> **WHAT NEEDS TO BE DONE**:
State the number of lines in the entries below where the string "from" occurs, and omit everything else.

> **RECORD EXTRACTS**:
________________________

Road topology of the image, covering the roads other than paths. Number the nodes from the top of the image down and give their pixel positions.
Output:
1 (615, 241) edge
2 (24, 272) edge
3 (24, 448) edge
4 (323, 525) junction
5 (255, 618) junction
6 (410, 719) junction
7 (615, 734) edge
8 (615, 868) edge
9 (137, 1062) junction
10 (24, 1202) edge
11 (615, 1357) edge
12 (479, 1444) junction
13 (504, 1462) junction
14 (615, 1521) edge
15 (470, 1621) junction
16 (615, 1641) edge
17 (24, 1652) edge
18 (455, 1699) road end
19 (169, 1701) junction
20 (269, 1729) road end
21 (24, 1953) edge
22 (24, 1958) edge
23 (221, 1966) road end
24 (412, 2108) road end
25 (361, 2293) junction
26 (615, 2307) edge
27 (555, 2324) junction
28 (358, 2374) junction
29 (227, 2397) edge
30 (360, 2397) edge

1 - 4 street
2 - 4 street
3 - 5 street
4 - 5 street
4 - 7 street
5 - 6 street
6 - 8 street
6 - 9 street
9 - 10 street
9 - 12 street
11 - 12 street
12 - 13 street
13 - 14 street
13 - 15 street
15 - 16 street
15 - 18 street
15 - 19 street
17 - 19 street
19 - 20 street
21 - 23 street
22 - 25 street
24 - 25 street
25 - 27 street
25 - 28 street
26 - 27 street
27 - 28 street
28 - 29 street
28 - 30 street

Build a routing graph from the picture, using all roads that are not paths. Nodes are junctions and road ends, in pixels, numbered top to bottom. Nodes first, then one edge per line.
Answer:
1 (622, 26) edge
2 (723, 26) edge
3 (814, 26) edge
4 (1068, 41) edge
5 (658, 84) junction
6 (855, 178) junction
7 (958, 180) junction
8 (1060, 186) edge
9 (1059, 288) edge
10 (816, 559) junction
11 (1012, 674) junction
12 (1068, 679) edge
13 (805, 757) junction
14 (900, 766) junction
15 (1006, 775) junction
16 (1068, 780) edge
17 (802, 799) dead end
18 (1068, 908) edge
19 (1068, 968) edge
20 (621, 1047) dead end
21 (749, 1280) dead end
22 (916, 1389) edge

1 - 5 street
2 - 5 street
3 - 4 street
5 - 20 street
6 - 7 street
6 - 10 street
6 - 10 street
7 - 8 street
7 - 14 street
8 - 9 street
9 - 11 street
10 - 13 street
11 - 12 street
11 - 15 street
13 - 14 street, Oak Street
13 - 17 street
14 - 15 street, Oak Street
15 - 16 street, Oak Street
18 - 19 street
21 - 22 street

________________________

> **RESULT BELOW**:
2